What lines below hold the string "Ilica"? Copy them all.

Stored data
------------
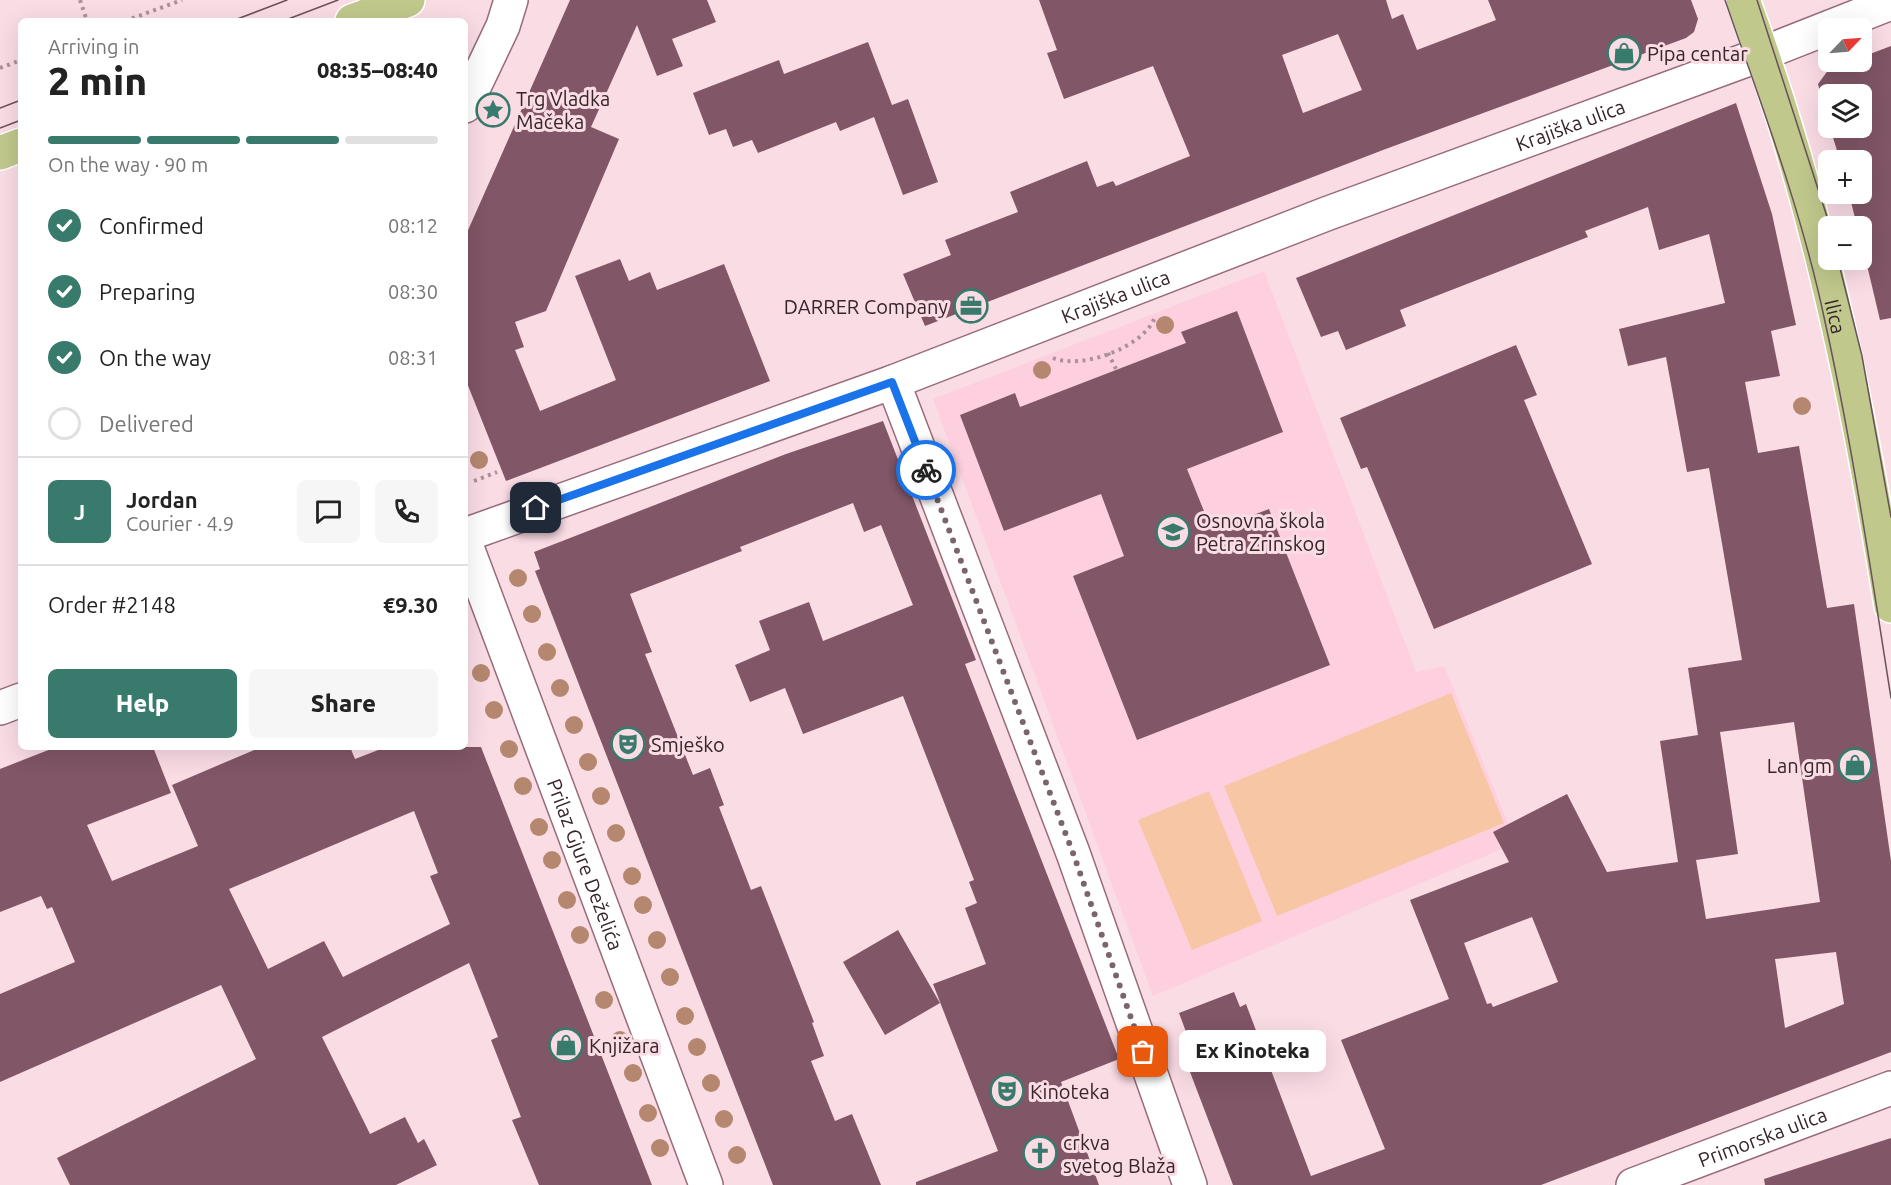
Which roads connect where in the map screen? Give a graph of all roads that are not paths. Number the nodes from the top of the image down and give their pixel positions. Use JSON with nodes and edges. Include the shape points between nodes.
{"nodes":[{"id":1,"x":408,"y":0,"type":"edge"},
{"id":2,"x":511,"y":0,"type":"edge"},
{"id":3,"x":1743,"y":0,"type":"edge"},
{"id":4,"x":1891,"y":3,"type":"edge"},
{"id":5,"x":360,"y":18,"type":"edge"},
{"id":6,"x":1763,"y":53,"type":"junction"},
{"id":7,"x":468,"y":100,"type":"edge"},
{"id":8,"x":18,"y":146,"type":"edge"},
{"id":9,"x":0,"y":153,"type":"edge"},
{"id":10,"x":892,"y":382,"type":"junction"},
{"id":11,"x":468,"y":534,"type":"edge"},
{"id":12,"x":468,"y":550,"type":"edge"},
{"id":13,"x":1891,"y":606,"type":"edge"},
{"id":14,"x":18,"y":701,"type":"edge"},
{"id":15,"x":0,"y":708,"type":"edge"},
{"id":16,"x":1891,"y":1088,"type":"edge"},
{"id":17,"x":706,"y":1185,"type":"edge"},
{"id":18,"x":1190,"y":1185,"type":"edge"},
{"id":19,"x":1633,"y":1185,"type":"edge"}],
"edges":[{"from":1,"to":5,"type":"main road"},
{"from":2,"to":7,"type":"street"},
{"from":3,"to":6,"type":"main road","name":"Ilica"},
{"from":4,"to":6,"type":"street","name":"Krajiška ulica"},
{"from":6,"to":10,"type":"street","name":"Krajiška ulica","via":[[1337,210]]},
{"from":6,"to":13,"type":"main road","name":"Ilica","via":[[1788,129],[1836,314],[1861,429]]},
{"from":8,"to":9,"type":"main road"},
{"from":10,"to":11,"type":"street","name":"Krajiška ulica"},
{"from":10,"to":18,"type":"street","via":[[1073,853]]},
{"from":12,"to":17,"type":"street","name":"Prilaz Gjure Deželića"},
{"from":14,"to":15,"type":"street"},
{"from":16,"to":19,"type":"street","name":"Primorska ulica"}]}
------------
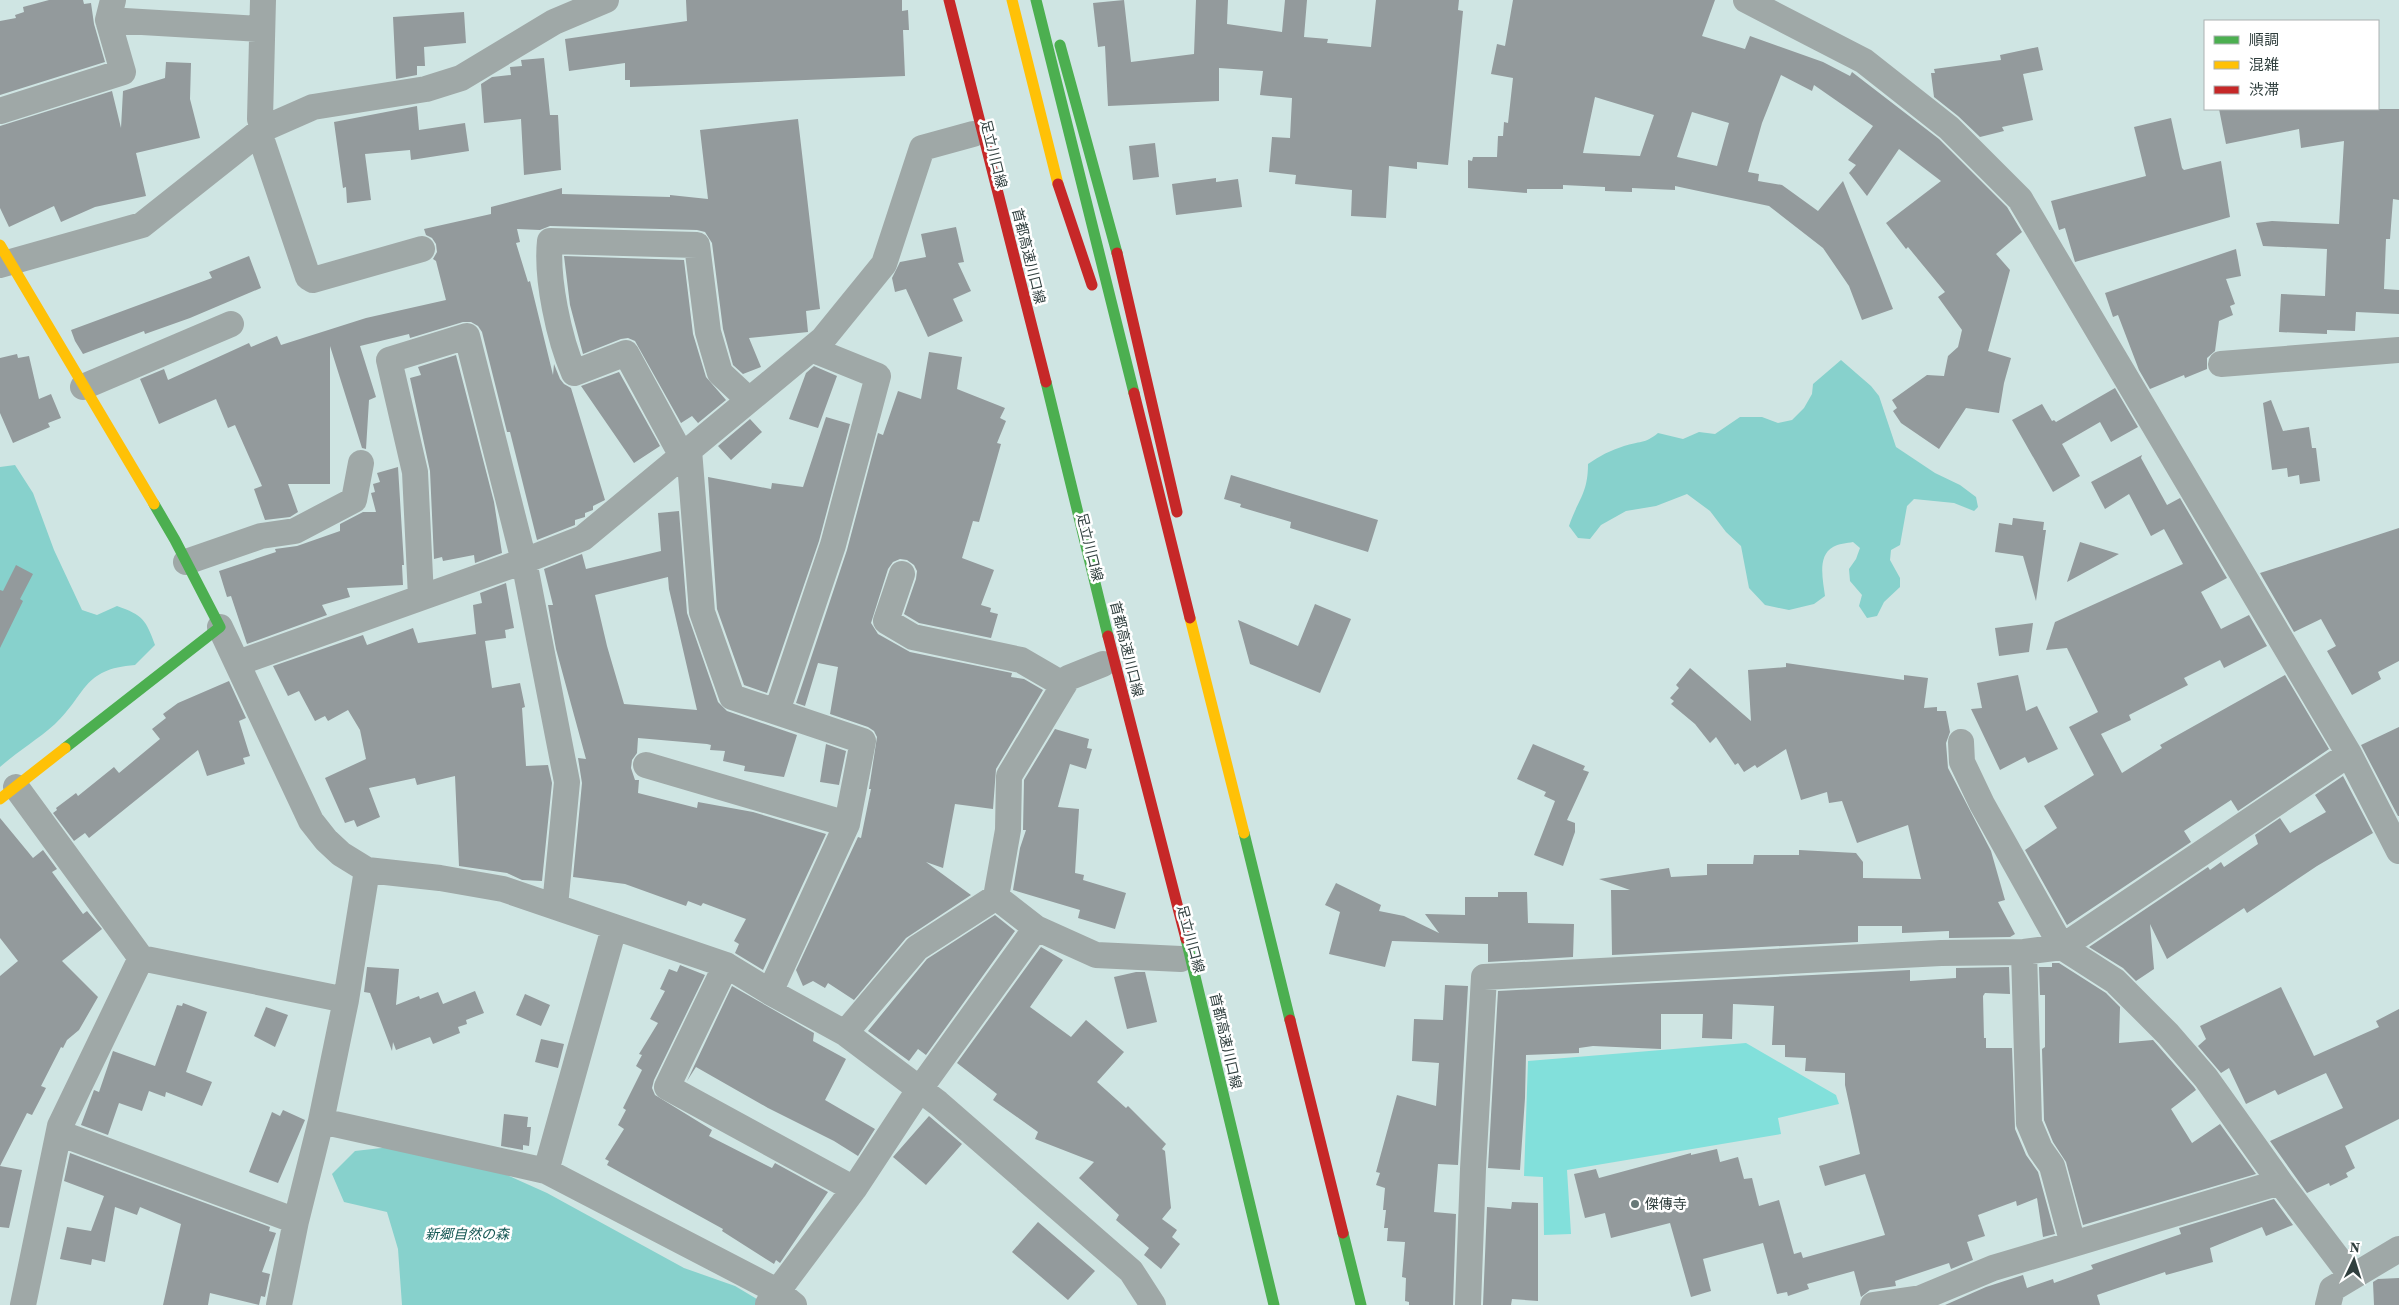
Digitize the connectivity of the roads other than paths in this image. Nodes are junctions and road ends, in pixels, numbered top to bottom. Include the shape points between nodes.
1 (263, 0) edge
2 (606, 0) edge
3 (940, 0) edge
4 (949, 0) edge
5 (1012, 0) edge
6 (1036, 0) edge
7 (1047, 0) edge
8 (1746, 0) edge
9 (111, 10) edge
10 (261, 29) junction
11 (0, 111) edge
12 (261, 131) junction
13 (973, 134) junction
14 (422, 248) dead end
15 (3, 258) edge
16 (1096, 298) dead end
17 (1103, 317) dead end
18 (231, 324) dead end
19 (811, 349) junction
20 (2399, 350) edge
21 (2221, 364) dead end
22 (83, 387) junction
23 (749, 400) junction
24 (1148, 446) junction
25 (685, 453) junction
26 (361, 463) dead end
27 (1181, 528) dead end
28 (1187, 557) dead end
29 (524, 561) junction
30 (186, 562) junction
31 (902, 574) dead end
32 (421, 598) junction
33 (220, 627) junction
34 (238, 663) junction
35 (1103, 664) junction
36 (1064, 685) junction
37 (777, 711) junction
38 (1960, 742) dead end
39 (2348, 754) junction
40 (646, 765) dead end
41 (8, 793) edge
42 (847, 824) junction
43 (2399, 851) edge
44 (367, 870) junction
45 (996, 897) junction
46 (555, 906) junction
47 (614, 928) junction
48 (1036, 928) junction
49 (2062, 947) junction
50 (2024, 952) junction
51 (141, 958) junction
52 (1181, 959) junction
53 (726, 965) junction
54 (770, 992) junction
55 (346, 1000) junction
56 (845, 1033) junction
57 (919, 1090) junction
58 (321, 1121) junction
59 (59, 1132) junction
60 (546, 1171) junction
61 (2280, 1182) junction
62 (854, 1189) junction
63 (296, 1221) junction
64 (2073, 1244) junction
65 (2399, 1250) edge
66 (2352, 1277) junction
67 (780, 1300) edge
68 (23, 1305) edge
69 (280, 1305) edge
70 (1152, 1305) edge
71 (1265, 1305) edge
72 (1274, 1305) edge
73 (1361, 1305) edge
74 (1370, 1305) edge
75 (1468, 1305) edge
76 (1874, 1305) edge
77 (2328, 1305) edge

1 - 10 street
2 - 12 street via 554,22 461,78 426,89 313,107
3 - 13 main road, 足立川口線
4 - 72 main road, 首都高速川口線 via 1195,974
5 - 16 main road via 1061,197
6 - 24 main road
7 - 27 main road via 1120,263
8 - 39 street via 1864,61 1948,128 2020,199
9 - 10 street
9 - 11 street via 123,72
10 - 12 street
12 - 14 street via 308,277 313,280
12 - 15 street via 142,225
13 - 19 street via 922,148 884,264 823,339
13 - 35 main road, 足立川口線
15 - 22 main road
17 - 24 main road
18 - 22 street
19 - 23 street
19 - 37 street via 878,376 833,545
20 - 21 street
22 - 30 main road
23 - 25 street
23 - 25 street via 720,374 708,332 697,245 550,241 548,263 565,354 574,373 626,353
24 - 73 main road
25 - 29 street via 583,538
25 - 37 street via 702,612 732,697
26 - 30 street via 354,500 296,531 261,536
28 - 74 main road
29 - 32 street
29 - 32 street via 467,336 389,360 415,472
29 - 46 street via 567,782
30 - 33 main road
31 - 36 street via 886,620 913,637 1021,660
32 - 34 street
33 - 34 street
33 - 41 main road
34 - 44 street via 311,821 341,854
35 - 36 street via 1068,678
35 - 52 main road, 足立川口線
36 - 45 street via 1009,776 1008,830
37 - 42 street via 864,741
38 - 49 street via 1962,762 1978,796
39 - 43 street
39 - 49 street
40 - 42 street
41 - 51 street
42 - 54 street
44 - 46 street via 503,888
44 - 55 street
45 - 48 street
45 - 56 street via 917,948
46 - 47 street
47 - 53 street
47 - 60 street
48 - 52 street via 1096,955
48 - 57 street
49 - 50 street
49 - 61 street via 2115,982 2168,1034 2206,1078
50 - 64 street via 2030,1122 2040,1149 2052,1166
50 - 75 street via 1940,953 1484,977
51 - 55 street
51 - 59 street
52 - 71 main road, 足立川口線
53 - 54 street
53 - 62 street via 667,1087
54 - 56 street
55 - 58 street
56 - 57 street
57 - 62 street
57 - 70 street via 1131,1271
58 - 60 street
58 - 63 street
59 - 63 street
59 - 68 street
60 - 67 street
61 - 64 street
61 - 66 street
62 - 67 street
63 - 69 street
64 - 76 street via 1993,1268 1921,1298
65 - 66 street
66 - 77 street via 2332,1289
------------
EXERCISE OUTPUT ::
{"from":3,"to":6,"type":"main road","name":"Ilica"},
{"from":6,"to":13,"type":"main road","name":"Ilica","via":[[1788,129],[1836,314],[1861,429]]},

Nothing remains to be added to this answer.